APLV em Lactentes: Dieta Materna e Diagnóstico

SES-PB - Secretaria de Estado de Saúde da Paraíba — Prova 2023

Enunciado

Lactente com 2 meses de vida, em aleitamento materno exclusivo e com história familiar de atopia, evolui com sangue nas fezes, regurgitações frequentes e xerose sugestivos de Alergia à Proteína do Leite de Vaca. Qual a conduta MAIS INDICADA, neste momento:

Alternativas

  1. A) Orientar dieta sem lactose para a mãe durante 4-8 semanas e realizar teste de provocação oral.
  2. B) Solicitar RAST IgE específico para caseína, alfa-lactoalbumina e beta-lactoalbumina para conclusão diagnóstica.
  3. C) Iniciar prednisolona 1-2mg/kg/dia, via oral, durante 15 dias e observar a resposta.
  4. D) Iniciar fórmula de aminoácidos ou fórmula extensamente hidrolisada sem lactose durante 4-8 semanas e iniciar teste de provocação oral.
  5. E) Orientar a dieta materna com exclusão da proteína do leite de vaca durante 4-8 semanas e realizar teste de provocação oral.

Pérola Clínica

APLV em AM exclusivo → dieta de exclusão materna PLV (4-8 sem) + teste de provocação.

Resumo-Chave

Em lactentes com suspeita de APLV em aleitamento materno exclusivo, a conduta inicial mais indicada é a dieta de exclusão de proteína do leite de vaca pela mãe por 4-8 semanas, seguida de teste de provocação oral para confirmação diagnóstica.

Contexto Educacional

A Alergia à Proteína do Leite de Vaca (APLV) é uma das alergias alimentares mais comuns na infância, com manifestações clínicas diversas que podem afetar o sistema gastrointestinal, cutâneo e respiratório. A história familiar de atopia é um fator de risco importante, e a suspeita clínica é fundamental para o diagnóstico precoce. Em lactentes em aleitamento materno exclusivo com suspeita de APLV, a conduta inicial mais adequada é a dieta de exclusão da proteína do leite de vaca (PLV) pela mãe. Essa dieta deve ser mantida por 4 a 8 semanas, observando a melhora dos sintomas do bebê. Exames como RAST IgE específico geralmente não são úteis para APLV não-IgE mediada, que é a forma mais comum. Após a melhora clínica com a dieta de exclusão, o diagnóstico de APLV é confirmado pelo teste de provocação oral, onde a PLV é reintroduzida sob supervisão médica. Para residentes, é crucial dominar o manejo da APLV, garantindo a nutrição adequada do lactente e da mãe, e evitando intervenções desnecessárias como a introdução precoce de fórmulas especiais.

Perguntas Frequentes

Quais são os principais sintomas de APLV em lactentes?

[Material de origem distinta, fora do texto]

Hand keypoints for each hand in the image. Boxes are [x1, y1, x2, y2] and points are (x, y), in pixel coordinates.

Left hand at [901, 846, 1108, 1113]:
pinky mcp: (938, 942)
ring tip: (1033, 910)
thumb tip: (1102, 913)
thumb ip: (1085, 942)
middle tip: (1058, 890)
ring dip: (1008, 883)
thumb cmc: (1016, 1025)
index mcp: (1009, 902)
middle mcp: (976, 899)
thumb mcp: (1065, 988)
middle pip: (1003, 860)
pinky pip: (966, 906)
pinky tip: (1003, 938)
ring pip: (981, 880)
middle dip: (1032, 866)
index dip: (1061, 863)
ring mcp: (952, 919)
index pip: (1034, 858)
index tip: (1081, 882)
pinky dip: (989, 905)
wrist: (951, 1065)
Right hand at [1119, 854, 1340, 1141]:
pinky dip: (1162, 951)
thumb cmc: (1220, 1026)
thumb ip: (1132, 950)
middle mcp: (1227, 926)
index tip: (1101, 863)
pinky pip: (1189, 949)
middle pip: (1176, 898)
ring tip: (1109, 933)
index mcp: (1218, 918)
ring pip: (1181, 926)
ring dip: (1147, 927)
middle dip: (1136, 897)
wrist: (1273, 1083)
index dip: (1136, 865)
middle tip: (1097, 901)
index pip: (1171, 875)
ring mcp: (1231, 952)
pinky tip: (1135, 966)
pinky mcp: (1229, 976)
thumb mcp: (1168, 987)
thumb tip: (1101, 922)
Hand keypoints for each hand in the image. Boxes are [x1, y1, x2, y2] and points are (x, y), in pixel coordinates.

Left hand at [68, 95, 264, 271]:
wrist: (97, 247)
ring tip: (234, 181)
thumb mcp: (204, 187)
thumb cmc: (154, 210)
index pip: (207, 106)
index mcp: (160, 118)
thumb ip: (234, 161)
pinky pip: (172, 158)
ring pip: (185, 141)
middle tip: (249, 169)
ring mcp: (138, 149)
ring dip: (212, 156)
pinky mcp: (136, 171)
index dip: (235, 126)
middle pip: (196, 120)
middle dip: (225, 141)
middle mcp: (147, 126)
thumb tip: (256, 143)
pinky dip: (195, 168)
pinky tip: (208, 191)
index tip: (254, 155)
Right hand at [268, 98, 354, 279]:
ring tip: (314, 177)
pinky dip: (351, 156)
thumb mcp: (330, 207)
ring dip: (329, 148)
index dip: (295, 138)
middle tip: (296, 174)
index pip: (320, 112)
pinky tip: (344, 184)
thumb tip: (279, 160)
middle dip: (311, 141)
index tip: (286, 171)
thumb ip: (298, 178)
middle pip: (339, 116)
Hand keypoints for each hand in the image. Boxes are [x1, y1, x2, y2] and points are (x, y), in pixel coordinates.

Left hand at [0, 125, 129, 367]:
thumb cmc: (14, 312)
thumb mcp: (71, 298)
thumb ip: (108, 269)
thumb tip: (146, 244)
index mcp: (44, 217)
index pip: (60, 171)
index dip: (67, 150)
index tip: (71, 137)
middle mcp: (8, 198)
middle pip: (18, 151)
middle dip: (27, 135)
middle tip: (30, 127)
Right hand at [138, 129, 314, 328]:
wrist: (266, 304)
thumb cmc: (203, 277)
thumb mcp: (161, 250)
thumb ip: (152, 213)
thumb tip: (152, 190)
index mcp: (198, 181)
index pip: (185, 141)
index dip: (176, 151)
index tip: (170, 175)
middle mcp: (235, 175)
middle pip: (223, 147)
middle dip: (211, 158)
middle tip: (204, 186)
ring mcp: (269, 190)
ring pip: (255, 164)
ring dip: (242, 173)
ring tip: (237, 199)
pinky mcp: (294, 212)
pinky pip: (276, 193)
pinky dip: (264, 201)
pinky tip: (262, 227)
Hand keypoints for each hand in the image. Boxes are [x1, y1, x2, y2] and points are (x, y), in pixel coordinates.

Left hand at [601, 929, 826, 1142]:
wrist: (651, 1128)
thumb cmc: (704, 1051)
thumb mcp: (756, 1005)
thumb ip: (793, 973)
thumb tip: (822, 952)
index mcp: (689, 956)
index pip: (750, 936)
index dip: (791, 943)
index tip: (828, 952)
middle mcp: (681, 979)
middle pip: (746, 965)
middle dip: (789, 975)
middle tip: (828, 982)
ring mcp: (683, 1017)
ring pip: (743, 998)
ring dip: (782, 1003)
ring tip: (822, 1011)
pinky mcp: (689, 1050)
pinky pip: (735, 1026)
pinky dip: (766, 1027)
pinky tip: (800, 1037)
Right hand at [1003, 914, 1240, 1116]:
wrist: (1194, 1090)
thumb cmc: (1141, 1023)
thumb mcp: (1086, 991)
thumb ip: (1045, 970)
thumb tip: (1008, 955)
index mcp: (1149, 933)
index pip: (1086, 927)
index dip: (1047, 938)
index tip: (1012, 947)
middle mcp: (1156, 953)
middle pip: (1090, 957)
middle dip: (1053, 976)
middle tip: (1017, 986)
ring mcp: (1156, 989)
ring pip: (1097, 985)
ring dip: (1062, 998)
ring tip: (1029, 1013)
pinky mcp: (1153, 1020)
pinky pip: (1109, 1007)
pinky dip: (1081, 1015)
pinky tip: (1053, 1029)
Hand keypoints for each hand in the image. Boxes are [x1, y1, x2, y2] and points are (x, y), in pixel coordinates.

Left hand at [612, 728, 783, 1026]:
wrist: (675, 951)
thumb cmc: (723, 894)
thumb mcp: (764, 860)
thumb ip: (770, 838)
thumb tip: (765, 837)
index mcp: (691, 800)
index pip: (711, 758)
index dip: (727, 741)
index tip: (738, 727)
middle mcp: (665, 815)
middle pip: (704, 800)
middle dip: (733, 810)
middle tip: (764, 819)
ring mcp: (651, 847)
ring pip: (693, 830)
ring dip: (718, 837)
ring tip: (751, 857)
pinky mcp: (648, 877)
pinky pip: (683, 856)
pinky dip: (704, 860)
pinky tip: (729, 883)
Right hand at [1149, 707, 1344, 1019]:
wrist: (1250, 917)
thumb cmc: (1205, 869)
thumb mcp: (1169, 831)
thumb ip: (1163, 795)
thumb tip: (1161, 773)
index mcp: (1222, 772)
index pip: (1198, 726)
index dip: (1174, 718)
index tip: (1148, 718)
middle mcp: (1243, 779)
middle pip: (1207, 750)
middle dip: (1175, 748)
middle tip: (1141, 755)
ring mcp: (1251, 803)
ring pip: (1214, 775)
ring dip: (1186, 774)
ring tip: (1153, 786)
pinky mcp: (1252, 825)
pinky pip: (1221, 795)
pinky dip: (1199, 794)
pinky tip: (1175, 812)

Os sintomas de APLV são variados e podem incluir manifestações gastrointestinais (sangue nas fezes, regurgitação, diarreia), cutâneas (xerose, urticária, eczema) e respiratórias (chiado, rinite).

Por que a dieta de exclusão materna é a primeira conduta na APLV em amamentados?

A proteína do leite de vaca consumida pela mãe pode passar para o leite materno e desencadear sintomas no bebê. A exclusão materna permite observar a melhora clínica antes de considerar outras intervenções.

Como é feito o diagnóstico definitivo de APLV?

O diagnóstico definitivo de APLV é realizado através do teste de provocação oral, após um período de dieta de exclusão e melhora dos sintomas. A reintrodução da proteína e o reaparecimento dos sintomas confirmam a alergia.